**Activity**:
Pull every line that includes the word "Crosstimbers" out of the data below and copy it.

**Provided data**:
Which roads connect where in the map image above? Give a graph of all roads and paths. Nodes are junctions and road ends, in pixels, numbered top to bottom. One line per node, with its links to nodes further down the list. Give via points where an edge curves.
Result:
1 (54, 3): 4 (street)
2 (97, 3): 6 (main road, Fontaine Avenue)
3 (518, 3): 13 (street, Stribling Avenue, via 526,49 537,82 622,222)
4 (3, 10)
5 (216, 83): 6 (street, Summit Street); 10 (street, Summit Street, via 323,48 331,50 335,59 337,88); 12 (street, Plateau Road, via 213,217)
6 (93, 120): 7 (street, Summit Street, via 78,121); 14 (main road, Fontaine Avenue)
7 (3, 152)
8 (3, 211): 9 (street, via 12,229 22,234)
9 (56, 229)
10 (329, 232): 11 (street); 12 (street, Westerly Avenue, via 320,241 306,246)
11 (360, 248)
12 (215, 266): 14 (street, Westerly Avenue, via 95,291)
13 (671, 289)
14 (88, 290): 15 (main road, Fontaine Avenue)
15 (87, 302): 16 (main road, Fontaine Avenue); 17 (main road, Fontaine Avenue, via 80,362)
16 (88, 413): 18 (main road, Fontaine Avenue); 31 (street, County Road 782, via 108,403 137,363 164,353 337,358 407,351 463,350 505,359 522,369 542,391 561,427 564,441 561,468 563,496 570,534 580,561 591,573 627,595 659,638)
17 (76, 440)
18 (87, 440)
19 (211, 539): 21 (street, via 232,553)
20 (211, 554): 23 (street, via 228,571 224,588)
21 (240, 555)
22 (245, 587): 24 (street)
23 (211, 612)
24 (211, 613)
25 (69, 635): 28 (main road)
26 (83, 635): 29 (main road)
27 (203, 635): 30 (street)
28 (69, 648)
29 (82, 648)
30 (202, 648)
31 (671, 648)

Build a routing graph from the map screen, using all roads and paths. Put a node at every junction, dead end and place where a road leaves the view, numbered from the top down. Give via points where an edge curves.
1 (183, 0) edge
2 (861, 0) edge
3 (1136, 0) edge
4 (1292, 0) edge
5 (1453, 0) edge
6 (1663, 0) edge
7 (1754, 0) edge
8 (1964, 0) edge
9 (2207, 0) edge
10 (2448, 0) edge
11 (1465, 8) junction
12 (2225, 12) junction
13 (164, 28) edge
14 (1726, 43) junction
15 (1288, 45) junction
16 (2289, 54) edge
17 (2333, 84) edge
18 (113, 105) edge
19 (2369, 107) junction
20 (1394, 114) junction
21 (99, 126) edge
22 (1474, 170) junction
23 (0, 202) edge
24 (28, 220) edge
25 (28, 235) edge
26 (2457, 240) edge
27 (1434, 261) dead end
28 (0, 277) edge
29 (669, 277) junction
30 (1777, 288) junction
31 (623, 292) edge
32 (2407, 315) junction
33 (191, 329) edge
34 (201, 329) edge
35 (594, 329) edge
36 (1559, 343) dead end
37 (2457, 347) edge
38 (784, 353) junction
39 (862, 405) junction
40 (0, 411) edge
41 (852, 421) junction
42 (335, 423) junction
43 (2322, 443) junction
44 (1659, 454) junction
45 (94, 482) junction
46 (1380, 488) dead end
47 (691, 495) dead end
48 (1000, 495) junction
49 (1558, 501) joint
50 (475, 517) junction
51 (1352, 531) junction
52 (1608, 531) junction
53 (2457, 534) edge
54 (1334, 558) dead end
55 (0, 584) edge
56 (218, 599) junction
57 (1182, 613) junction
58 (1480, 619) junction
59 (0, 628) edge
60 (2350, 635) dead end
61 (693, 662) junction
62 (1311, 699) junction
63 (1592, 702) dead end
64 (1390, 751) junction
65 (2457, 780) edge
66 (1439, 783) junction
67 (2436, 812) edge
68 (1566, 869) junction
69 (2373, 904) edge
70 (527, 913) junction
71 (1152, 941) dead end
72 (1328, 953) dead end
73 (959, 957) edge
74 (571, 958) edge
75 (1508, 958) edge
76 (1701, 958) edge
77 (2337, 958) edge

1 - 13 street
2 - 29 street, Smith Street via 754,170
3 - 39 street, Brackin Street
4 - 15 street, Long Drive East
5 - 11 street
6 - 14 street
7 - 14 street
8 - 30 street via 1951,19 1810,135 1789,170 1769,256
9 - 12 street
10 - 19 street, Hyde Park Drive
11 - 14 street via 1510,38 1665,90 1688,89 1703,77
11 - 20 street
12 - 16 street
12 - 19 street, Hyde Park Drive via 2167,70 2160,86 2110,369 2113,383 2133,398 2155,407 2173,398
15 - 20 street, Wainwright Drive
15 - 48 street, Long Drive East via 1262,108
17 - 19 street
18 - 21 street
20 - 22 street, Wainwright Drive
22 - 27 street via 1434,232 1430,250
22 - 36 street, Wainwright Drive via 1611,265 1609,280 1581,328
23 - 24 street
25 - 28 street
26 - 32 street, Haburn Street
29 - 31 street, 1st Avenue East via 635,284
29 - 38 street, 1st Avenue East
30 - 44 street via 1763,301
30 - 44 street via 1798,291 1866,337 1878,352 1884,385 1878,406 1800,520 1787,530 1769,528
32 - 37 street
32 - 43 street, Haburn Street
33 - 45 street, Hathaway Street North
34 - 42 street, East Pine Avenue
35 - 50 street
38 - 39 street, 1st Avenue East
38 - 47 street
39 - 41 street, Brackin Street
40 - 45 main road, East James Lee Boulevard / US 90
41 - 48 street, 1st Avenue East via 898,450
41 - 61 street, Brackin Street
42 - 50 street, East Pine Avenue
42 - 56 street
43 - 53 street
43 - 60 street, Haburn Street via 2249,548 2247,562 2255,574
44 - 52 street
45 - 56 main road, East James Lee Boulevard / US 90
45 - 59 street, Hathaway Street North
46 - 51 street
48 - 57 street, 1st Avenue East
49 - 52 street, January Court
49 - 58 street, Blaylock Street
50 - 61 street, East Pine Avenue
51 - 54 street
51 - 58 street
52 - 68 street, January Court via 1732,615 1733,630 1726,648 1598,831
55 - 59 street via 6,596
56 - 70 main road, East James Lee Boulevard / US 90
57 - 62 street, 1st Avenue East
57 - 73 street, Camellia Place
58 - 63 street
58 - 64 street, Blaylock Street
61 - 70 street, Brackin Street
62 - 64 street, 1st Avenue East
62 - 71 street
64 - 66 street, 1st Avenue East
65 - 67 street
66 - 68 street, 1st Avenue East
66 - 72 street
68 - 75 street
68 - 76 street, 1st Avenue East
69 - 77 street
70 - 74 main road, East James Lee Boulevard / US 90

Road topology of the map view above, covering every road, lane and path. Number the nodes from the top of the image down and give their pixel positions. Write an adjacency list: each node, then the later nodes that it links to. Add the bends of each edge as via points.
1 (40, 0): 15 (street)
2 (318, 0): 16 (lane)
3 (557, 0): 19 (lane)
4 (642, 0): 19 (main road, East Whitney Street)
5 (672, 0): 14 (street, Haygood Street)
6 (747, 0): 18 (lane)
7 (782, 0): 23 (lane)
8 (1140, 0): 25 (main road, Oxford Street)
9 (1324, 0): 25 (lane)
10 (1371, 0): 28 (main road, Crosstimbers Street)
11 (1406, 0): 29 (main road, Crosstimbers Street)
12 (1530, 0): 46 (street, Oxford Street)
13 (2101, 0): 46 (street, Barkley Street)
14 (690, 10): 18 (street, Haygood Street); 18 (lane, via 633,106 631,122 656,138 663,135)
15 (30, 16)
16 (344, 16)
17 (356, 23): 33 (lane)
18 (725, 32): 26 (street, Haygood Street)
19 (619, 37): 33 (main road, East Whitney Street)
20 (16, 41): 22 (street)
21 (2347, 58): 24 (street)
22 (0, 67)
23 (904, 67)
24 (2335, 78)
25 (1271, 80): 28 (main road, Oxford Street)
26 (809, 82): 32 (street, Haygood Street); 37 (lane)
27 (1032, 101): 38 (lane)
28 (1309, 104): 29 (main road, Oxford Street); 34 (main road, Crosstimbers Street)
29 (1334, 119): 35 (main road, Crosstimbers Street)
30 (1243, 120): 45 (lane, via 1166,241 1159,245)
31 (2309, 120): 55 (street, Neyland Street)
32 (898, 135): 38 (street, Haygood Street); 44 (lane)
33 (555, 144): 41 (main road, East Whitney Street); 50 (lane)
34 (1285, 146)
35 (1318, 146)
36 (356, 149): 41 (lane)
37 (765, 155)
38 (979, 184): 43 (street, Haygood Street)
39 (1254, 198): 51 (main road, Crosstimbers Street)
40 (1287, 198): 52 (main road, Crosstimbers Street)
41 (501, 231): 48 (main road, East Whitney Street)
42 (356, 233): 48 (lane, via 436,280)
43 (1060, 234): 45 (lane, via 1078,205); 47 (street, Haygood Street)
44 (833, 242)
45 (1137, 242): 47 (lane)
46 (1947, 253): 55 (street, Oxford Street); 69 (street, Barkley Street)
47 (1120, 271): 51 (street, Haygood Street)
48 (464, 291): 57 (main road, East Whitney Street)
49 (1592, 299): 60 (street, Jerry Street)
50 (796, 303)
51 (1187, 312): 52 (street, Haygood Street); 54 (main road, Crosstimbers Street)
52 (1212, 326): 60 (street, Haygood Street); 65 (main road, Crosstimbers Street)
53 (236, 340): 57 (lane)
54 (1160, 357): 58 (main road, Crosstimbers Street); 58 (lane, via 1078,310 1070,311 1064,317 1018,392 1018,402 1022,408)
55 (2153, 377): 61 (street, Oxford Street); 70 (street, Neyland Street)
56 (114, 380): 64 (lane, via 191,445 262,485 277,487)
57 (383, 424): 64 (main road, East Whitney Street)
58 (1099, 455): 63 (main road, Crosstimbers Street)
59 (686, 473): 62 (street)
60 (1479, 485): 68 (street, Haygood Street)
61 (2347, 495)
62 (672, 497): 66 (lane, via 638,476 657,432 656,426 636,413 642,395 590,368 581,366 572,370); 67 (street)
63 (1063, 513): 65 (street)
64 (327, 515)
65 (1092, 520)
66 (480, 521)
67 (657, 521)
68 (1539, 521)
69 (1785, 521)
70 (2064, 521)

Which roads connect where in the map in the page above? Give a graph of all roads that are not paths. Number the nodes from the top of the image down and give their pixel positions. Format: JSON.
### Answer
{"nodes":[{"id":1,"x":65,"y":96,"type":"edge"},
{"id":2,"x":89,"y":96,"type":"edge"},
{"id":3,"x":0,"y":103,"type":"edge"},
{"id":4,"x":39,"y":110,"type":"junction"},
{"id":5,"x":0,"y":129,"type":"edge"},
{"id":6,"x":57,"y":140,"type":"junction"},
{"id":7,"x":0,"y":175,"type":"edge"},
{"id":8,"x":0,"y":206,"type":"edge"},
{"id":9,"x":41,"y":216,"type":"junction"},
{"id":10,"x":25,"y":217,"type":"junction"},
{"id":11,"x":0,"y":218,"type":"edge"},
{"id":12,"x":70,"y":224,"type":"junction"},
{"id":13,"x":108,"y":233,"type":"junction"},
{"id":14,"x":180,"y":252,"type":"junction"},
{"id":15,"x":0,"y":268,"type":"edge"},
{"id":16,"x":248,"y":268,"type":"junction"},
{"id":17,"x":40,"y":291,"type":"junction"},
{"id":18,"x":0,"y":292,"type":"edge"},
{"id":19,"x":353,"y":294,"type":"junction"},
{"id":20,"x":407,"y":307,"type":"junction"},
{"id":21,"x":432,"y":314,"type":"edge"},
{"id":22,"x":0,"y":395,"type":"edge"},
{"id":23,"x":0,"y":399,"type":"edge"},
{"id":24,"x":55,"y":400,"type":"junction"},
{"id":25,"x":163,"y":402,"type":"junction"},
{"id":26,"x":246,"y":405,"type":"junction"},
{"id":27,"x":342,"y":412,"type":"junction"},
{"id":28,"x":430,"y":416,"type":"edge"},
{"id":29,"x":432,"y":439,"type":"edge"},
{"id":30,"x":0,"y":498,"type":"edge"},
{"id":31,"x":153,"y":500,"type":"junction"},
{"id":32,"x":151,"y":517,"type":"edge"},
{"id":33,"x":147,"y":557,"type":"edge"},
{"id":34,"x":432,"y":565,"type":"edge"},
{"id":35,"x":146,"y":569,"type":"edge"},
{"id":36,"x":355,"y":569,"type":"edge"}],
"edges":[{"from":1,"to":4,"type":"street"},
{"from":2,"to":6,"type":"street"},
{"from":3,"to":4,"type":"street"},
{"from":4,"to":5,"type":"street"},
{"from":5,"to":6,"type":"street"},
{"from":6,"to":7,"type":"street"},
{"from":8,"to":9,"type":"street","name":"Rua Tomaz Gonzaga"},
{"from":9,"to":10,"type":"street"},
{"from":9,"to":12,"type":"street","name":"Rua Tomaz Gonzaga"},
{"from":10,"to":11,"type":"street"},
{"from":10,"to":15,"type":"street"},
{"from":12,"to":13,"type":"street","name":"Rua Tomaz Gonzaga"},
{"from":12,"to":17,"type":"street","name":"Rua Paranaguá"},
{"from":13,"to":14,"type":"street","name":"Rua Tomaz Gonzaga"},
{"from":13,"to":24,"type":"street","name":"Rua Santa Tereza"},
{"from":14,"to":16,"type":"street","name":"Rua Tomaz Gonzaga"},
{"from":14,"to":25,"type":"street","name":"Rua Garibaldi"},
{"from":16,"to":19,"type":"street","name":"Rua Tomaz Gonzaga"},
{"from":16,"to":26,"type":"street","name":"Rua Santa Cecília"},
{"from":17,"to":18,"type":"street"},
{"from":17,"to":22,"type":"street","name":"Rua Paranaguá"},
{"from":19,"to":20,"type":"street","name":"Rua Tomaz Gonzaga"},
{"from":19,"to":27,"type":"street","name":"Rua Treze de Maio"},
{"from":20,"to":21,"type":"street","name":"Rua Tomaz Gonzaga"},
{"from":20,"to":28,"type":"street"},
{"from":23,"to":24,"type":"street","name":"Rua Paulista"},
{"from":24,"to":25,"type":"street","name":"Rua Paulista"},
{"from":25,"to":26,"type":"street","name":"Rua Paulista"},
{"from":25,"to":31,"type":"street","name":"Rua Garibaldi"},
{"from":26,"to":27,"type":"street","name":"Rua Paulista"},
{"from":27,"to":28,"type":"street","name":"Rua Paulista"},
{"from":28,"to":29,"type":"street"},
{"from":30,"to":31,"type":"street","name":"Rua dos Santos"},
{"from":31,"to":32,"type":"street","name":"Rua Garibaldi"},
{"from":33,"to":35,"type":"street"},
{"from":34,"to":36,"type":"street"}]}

**Response to this task**:
10 (1371, 0): 28 (main road, Crosstimbers Street)
11 (1406, 0): 29 (main road, Crosstimbers Street)
28 (1309, 104): 29 (main road, Oxford Street); 34 (main road, Crosstimbers Street)
29 (1334, 119): 35 (main road, Crosstimbers Street)
39 (1254, 198): 51 (main road, Crosstimbers Street)
40 (1287, 198): 52 (main road, Crosstimbers Street)
51 (1187, 312): 52 (street, Haygood Street); 54 (main road, Crosstimbers Street)
52 (1212, 326): 60 (street, Haygood Street); 65 (main road, Crosstimbers Street)
54 (1160, 357): 58 (main road, Crosstimbers Street); 58 (lane, via 1078,310 1070,311 1064,317 1018,392 1018,402 1022,408)
58 (1099, 455): 63 (main road, Crosstimbers Street)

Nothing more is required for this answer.